Stored items
○ ○ ○ ○ ○ ○ ○

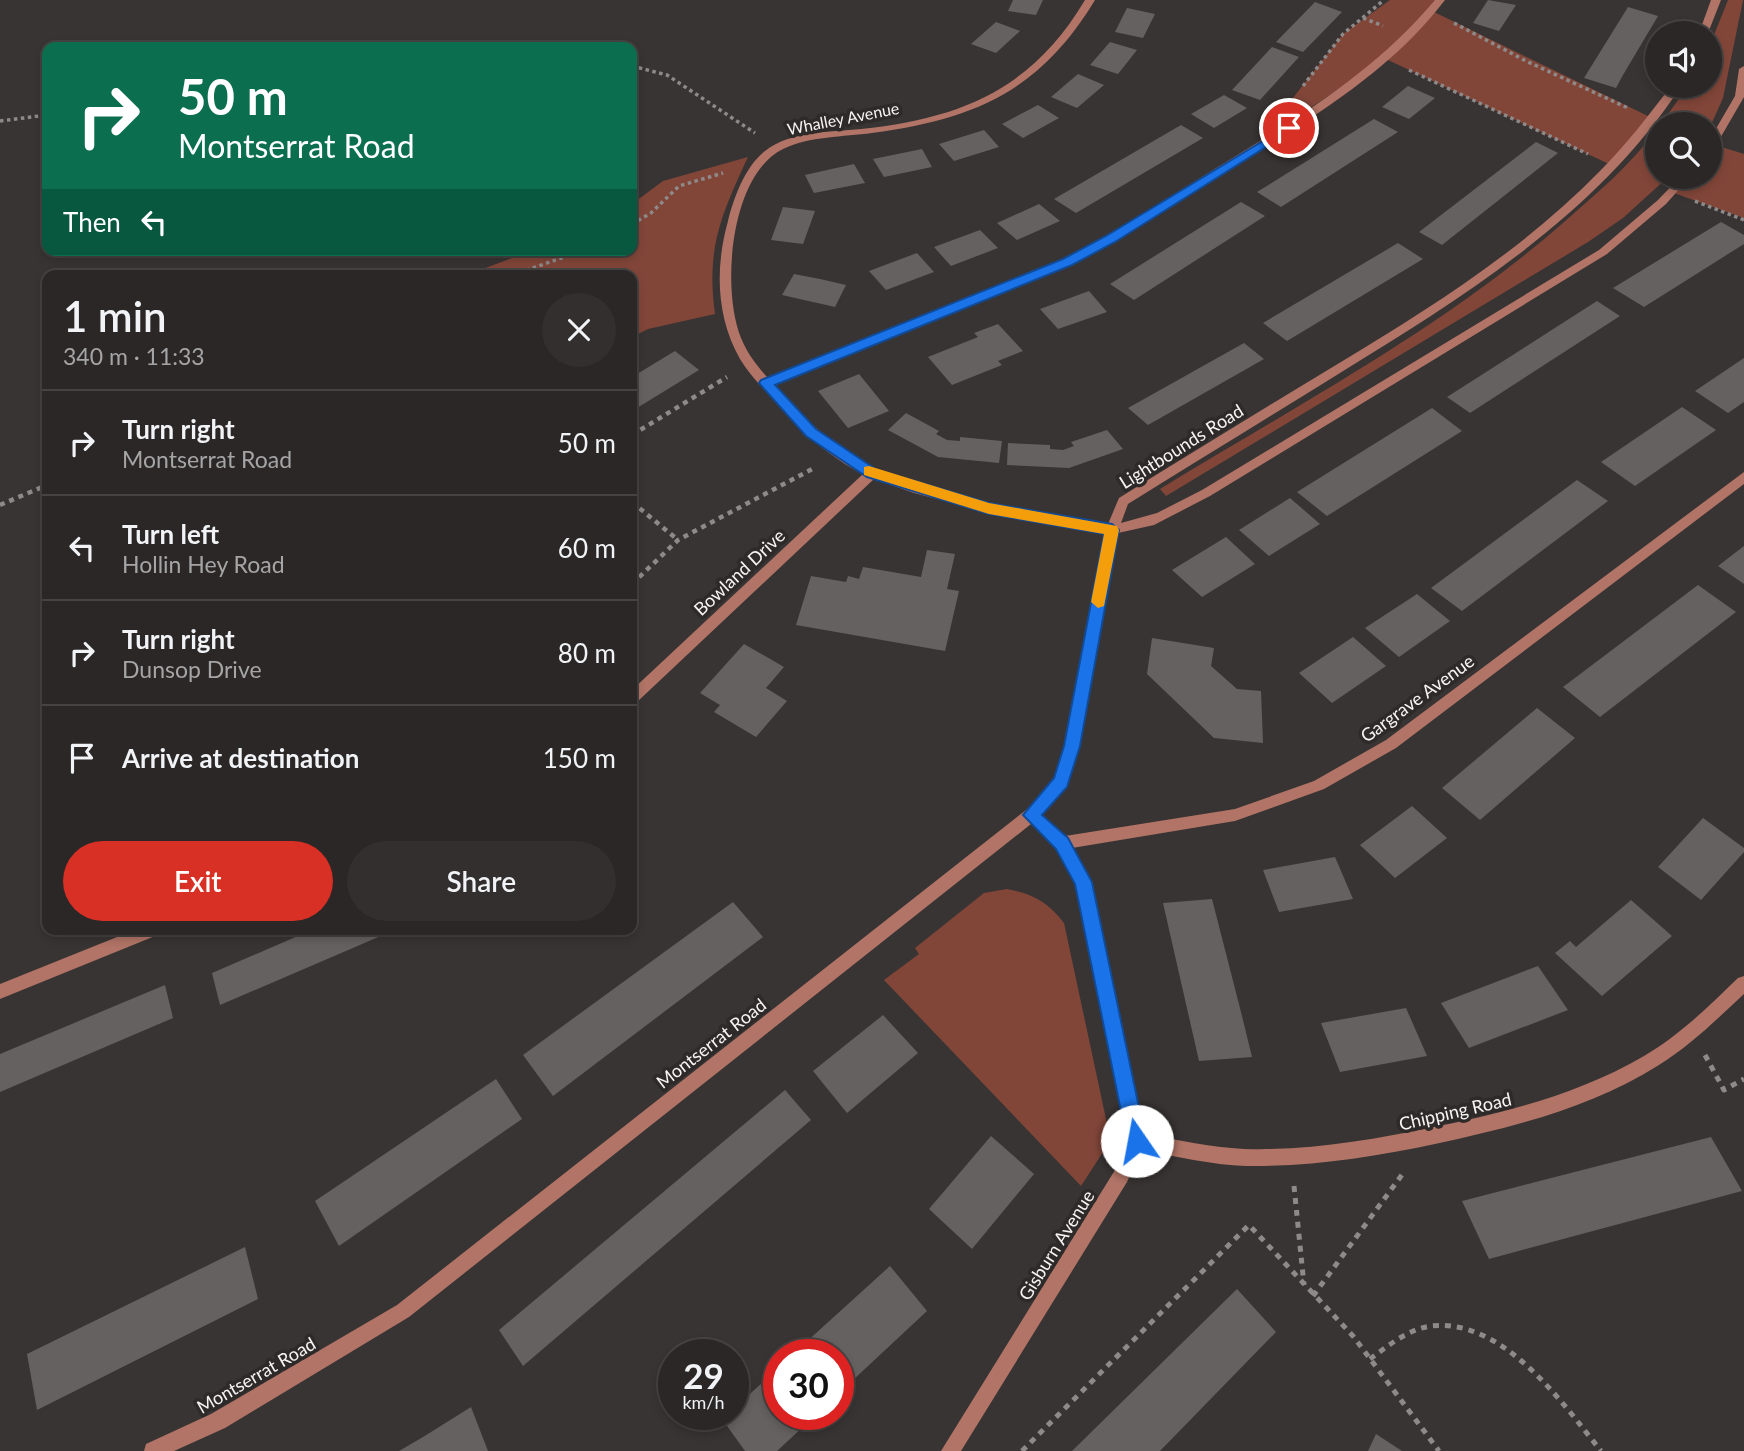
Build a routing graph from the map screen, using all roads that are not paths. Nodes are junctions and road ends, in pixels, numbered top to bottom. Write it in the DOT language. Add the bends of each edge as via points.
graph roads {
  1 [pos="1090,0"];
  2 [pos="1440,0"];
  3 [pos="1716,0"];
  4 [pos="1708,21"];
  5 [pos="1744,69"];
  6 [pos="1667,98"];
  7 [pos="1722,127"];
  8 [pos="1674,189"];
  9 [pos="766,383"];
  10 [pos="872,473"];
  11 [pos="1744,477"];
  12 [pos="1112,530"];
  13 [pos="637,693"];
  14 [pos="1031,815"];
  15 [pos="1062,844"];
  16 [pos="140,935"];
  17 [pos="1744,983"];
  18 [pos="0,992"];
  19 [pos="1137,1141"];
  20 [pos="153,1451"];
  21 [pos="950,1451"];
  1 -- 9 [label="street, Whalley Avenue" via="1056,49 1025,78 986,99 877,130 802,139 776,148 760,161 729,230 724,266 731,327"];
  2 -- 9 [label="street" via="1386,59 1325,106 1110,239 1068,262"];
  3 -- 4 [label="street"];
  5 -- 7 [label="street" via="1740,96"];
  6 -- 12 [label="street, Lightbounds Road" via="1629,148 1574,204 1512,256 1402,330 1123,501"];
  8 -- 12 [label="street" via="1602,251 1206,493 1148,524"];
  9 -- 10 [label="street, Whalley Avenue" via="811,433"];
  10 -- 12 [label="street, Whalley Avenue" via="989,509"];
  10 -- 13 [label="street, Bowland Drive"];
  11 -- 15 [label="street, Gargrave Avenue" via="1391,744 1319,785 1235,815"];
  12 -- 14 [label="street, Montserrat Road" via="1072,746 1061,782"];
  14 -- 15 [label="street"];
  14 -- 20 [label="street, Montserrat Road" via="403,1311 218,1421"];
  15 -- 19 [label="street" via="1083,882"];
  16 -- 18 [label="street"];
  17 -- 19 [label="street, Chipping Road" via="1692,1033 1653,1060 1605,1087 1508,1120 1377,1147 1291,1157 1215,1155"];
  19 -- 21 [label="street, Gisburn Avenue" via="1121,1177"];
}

○ ○ ○ ○ ○ ○ ○

Transcribe each entry above character for character, omitting pictures.

Build a routing graph from the map screen, using all roads that are not paths. Nodes are junctions and road ends, in pixels, numbered top to bottom. Write it in the DOT language. Add the bends of each edge as via points.
graph roads {
  1 [pos="1090,0"];
  2 [pos="1440,0"];
  3 [pos="1716,0"];
  4 [pos="1708,21"];
  5 [pos="1744,69"];
  6 [pos="1667,98"];
  7 [pos="1722,127"];
  8 [pos="1674,189"];
  9 [pos="766,383"];
  10 [pos="872,473"];
  11 [pos="1744,477"];
  12 [pos="1112,530"];
  13 [pos="637,693"];
  14 [pos="1031,815"];
  15 [pos="1062,844"];
  16 [pos="140,935"];
  17 [pos="1744,983"];
  18 [pos="0,992"];
  19 [pos="1137,1141"];
  20 [pos="153,1451"];
  21 [pos="950,1451"];
  1 -- 9 [label="street, Whalley Avenue" via="1056,49 1025,78 986,99 877,130 802,139 776,148 760,161 729,230 724,266 731,327"];
  2 -- 9 [label="street" via="1386,59 1325,106 1110,239 1068,262"];
  3 -- 4 [label="street"];
  5 -- 7 [label="street" via="1740,96"];
  6 -- 12 [label="street, Lightbounds Road" via="1629,148 1574,204 1512,256 1402,330 1123,501"];
  8 -- 12 [label="street" via="1602,251 1206,493 1148,524"];
  9 -- 10 [label="street, Whalley Avenue" via="811,433"];
  10 -- 12 [label="street, Whalley Avenue" via="989,509"];
  10 -- 13 [label="street, Bowland Drive"];
  11 -- 15 [label="street, Gargrave Avenue" via="1391,744 1319,785 1235,815"];
  12 -- 14 [label="street, Montserrat Road" via="1072,746 1061,782"];
  14 -- 15 [label="street"];
  14 -- 20 [label="street, Montserrat Road" via="403,1311 218,1421"];
  15 -- 19 [label="street" via="1083,882"];
  16 -- 18 [label="street"];
  17 -- 19 [label="street, Chipping Road" via="1692,1033 1653,1060 1605,1087 1508,1120 1377,1147 1291,1157 1215,1155"];
  19 -- 21 [label="street, Gisburn Avenue" via="1121,1177"];
}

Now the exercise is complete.